Polícia Federal cumpre 49 mandados para apurar possível desvio de recursos públicos ligados ao filme sobre Jair Bolsonaro.
A Polícia Federal deflagrou nesta quinta-feira (10) uma operação que cumpre 49 mandados de busca e apreensão relacionados ao financiamento do filme “Dark Horse”, que retrata a trajetória do ex-presidente Jair Bolsonaro. Entre os alvos estão a produtora Karina Gama e o deputado federal Mario Frias (PL-SP), além de duas entidades vinculadas a Karina: o Instituto Conhecer Brasil (ICB) e a Academia Nacional de Cultura (ANC).
A investigação, conduzida sob a relatoria do ministro Flávio Dino no Supremo Tribunal Federal (STF), apura um suposto esquema de desvio de recursos públicos oriundos de emendas parlamentares. Segundo a PF, agentes públicos e privados teriam direcionado valores para organizações da sociedade civil que, por sua vez, subcontrataram empresas sem comprovação da prestação dos serviços.
O inquérito, originário de São Paulo e posteriormente transferido para o STF, não prevê prisões nesta fase, focando apenas em buscas e apreensões. A produtora do filme, Go Up, não foi incluída nos mandados.
Além do desvio de recursos, a apuração envolve crimes como peculato, falsidade documental, lavagem de dinheiro, organização criminosa e irregularidades em processos licitatórios. Uma auditoria da Controladoria-Geral da União (CGU) identificou suspeitas de gastos não comprovados em uma emenda de R$ 2 milhões indicada por Frias para as entidades ligadas a Karina Gama.
Paralelamente, há outra investigação no STF, sob a relatoria do ministro André Mendonça, que examina repasses feitos pelo ex-banqueiro Daniel Vorcaro, a pedido do senador Flávio Bolsonaro (PL), candidato à Presidência.
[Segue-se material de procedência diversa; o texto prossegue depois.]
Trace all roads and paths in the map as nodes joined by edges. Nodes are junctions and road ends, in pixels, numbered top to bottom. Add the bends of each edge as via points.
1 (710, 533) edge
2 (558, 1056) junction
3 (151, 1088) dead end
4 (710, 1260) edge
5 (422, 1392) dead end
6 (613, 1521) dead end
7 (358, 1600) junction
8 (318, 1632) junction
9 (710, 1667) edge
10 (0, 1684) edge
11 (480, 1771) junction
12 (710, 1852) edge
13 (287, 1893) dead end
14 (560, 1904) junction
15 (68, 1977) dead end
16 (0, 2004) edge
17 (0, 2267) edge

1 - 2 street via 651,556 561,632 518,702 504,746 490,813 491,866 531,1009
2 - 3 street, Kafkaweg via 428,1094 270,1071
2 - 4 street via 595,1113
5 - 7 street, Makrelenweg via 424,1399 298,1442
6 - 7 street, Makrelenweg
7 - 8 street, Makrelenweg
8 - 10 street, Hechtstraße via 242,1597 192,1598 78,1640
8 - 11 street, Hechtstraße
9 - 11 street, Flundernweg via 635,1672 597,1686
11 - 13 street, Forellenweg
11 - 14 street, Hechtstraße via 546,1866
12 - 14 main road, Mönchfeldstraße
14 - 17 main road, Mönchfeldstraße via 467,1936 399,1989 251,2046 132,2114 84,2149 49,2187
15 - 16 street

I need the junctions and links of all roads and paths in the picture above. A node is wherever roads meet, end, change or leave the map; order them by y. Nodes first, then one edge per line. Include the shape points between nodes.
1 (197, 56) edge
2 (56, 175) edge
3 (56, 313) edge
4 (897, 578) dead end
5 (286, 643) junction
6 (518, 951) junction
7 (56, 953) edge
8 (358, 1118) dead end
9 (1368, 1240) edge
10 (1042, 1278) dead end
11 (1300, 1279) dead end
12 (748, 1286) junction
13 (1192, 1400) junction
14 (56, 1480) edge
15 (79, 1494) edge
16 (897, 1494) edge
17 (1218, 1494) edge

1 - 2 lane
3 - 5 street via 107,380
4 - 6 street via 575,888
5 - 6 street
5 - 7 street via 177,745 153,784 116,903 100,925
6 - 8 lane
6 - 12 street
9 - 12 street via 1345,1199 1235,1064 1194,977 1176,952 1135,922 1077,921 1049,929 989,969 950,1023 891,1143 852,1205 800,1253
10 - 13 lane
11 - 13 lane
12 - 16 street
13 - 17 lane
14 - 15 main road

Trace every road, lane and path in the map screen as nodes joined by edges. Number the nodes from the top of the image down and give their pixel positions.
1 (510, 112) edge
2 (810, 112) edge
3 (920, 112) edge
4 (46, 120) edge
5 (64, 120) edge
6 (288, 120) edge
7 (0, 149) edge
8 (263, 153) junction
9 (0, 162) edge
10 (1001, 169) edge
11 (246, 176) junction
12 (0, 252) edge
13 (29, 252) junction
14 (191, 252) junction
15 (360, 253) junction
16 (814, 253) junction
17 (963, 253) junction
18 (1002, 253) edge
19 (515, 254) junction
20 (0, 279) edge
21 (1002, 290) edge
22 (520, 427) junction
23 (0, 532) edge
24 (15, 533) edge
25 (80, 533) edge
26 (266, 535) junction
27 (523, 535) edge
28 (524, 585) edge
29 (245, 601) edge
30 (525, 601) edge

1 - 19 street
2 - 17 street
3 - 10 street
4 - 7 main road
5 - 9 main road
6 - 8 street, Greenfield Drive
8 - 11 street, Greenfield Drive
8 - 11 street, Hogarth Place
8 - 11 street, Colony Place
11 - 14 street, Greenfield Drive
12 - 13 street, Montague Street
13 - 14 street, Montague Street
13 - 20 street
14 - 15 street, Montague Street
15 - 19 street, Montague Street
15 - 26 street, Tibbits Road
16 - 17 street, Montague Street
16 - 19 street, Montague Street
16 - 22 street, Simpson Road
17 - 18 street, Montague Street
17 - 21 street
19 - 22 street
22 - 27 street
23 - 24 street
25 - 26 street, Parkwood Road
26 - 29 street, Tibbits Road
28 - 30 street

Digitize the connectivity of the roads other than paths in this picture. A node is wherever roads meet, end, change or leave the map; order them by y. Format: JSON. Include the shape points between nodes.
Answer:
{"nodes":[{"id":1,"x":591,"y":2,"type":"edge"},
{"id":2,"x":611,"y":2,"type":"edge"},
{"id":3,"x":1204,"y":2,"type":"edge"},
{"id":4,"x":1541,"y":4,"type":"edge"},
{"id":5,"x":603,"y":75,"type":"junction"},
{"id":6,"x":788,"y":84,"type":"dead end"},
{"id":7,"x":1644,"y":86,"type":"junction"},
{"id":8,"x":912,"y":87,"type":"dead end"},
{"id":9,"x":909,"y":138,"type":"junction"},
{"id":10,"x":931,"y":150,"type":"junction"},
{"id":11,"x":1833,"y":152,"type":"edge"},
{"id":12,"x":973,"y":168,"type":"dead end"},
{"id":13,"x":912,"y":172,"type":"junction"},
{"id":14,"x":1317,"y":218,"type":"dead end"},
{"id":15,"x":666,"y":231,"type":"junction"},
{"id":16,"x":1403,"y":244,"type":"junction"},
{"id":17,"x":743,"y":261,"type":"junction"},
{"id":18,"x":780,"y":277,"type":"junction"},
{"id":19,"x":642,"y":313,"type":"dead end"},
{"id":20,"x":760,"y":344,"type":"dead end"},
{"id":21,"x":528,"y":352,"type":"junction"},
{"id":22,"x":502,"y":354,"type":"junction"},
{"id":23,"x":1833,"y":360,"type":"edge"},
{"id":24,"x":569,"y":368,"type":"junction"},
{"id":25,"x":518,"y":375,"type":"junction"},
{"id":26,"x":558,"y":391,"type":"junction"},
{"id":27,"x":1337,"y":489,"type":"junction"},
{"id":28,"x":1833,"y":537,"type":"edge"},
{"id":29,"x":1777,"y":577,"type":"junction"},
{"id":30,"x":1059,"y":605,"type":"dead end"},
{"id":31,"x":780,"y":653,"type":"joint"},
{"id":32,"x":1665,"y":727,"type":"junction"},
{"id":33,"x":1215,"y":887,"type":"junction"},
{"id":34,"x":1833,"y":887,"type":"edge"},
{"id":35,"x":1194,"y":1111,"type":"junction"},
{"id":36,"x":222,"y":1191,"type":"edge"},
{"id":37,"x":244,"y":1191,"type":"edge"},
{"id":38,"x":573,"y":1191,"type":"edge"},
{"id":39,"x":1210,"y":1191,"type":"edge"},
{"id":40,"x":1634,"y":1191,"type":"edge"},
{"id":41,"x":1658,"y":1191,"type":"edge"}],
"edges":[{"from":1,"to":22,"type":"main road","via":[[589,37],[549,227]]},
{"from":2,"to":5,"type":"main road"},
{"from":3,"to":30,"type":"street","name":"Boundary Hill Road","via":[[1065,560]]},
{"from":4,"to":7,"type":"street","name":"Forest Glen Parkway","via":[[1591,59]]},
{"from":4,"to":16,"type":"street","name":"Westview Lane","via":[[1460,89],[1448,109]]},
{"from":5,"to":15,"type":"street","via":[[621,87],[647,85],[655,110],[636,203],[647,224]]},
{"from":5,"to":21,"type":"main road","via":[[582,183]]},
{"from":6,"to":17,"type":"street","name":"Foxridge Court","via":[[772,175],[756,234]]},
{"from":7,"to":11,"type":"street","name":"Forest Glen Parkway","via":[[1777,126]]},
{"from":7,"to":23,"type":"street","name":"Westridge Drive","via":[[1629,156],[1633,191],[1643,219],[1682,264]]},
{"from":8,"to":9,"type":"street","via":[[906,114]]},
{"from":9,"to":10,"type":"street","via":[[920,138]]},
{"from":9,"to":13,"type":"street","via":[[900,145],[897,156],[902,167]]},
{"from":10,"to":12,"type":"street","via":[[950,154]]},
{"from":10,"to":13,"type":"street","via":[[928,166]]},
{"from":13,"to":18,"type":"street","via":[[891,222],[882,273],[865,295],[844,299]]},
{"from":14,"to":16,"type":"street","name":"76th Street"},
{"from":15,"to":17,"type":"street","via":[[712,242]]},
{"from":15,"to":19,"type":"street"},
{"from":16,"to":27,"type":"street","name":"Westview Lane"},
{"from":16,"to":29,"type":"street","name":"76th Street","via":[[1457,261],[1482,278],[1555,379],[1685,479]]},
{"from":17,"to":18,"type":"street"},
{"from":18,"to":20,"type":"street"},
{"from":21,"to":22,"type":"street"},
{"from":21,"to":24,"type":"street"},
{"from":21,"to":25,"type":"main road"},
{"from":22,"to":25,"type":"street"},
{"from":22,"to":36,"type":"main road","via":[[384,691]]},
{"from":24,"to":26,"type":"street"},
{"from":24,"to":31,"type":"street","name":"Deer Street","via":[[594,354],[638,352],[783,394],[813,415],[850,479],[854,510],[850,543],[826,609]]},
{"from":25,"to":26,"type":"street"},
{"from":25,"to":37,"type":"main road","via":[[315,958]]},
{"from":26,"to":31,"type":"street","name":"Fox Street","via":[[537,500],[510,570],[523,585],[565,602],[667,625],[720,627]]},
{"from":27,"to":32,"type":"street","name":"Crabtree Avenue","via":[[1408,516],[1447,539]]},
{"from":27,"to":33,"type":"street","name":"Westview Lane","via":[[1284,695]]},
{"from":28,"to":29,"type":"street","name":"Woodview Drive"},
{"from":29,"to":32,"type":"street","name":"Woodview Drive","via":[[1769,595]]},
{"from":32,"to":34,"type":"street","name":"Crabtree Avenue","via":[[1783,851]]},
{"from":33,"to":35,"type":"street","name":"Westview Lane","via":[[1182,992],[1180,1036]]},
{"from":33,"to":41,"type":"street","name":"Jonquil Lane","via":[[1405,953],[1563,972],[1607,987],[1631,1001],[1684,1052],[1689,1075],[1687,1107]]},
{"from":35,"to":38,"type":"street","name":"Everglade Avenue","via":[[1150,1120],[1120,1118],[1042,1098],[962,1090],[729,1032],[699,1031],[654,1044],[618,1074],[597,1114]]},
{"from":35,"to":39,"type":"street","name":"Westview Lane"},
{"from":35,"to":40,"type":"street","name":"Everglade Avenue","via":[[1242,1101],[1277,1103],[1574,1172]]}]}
A apuração inclui a análise do destino dos recursos, que teriam sido transferidos para um fundo nos Estados Unidos administrado por advogado ligado ao ex-deputado Eduardo Bolsonaro.
O Instituto Conhecer Brasil também está sob investigação pelo Ministério Público de São Paulo e pela Polícia Civil, em razão de um contrato de R$ 108 milhões com a Prefeitura de São Paulo para instalação de pontos de wi-fi gratuitos na periferia. A entrega dos equipamentos está atrasada e o processo de contratação é questionado.
Na quarta-feira (9), o ministro André Mendonça homologou a delação premiada de Antonio Carlos Freixo Junior, conhecido como “Mineiro”, empresário que afirmou ter gerado dinheiro vivo para a equipe de Vorcaro, com parte dos valores destinados ao filme “Dark Horse”. As investigações seguem para esclarecer se os recursos foram integralmente usados na produção ou desviados para outras finalidades.